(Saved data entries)
═══
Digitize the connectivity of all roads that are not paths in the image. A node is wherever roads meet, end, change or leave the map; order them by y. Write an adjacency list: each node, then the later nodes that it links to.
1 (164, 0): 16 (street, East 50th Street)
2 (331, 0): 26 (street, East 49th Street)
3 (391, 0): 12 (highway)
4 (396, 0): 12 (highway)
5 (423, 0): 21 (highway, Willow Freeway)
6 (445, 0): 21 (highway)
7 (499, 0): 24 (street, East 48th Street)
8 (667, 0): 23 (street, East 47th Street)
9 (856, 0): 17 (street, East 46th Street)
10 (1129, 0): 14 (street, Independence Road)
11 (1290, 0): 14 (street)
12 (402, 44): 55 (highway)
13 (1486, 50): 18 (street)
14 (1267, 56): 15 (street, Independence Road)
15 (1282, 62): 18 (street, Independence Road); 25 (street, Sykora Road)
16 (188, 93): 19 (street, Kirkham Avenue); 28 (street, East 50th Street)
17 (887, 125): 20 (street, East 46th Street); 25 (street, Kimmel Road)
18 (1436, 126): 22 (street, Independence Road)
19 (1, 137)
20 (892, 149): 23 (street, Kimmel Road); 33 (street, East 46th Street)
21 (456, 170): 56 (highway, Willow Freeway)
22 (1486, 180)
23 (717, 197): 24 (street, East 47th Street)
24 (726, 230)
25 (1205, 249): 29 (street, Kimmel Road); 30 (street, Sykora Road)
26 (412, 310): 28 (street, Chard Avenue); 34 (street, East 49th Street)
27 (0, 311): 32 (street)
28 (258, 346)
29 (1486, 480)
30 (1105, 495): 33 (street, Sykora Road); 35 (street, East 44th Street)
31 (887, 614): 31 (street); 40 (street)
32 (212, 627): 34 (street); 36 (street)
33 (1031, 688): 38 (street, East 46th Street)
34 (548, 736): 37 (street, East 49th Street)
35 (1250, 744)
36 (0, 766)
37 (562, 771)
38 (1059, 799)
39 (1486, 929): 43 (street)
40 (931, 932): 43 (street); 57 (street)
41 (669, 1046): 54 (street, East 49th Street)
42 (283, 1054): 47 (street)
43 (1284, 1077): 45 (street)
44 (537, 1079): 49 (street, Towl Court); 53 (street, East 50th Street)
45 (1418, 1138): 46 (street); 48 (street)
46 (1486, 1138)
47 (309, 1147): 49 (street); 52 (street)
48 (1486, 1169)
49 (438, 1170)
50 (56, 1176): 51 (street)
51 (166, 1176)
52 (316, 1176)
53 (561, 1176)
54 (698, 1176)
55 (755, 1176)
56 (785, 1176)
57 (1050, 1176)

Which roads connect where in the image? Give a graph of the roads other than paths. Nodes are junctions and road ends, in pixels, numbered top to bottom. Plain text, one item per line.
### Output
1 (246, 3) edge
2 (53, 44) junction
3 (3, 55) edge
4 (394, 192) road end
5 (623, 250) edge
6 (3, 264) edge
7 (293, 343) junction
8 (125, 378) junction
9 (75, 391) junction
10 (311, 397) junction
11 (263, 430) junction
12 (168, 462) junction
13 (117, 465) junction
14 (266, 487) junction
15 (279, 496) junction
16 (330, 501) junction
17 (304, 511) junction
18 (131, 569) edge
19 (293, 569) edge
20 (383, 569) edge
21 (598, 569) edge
═══
Write out every entry exactly as given.

Digitize the connectivity of all roads that are not paths in the image. A node is wherever roads meet, end, change or leave the map; order them by y. Write an adjacency list: each node, then the later nodes that it links to.
1 (164, 0): 16 (street, East 50th Street)
2 (331, 0): 26 (street, East 49th Street)
3 (391, 0): 12 (highway)
4 (396, 0): 12 (highway)
5 (423, 0): 21 (highway, Willow Freeway)
6 (445, 0): 21 (highway)
7 (499, 0): 24 (street, East 48th Street)
8 (667, 0): 23 (street, East 47th Street)
9 (856, 0): 17 (street, East 46th Street)
10 (1129, 0): 14 (street, Independence Road)
11 (1290, 0): 14 (street)
12 (402, 44): 55 (highway)
13 (1486, 50): 18 (street)
14 (1267, 56): 15 (street, Independence Road)
15 (1282, 62): 18 (street, Independence Road); 25 (street, Sykora Road)
16 (188, 93): 19 (street, Kirkham Avenue); 28 (street, East 50th Street)
17 (887, 125): 20 (street, East 46th Street); 25 (street, Kimmel Road)
18 (1436, 126): 22 (street, Independence Road)
19 (1, 137)
20 (892, 149): 23 (street, Kimmel Road); 33 (street, East 46th Street)
21 (456, 170): 56 (highway, Willow Freeway)
22 (1486, 180)
23 (717, 197): 24 (street, East 47th Street)
24 (726, 230)
25 (1205, 249): 29 (street, Kimmel Road); 30 (street, Sykora Road)
26 (412, 310): 28 (street, Chard Avenue); 34 (street, East 49th Street)
27 (0, 311): 32 (street)
28 (258, 346)
29 (1486, 480)
30 (1105, 495): 33 (street, Sykora Road); 35 (street, East 44th Street)
31 (887, 614): 31 (street); 40 (street)
32 (212, 627): 34 (street); 36 (street)
33 (1031, 688): 38 (street, East 46th Street)
34 (548, 736): 37 (street, East 49th Street)
35 (1250, 744)
36 (0, 766)
37 (562, 771)
38 (1059, 799)
39 (1486, 929): 43 (street)
40 (931, 932): 43 (street); 57 (street)
41 (669, 1046): 54 (street, East 49th Street)
42 (283, 1054): 47 (street)
43 (1284, 1077): 45 (street)
44 (537, 1079): 49 (street, Towl Court); 53 (street, East 50th Street)
45 (1418, 1138): 46 (street); 48 (street)
46 (1486, 1138)
47 (309, 1147): 49 (street); 52 (street)
48 (1486, 1169)
49 (438, 1170)
50 (56, 1176): 51 (street)
51 (166, 1176)
52 (316, 1176)
53 (561, 1176)
54 (698, 1176)
55 (755, 1176)
56 (785, 1176)
57 (1050, 1176)

Which roads connect where in the image? Give a graph of the roads other than paths. Nodes are junctions and road ends, in pixels, numbered top to bottom. Plain text, one item per line.
### Output
1 (246, 3) edge
2 (53, 44) junction
3 (3, 55) edge
4 (394, 192) road end
5 (623, 250) edge
6 (3, 264) edge
7 (293, 343) junction
8 (125, 378) junction
9 (75, 391) junction
10 (311, 397) junction
11 (263, 430) junction
12 (168, 462) junction
13 (117, 465) junction
14 (266, 487) junction
15 (279, 496) junction
16 (330, 501) junction
17 (304, 511) junction
18 (131, 569) edge
19 (293, 569) edge
20 (383, 569) edge
21 (598, 569) edge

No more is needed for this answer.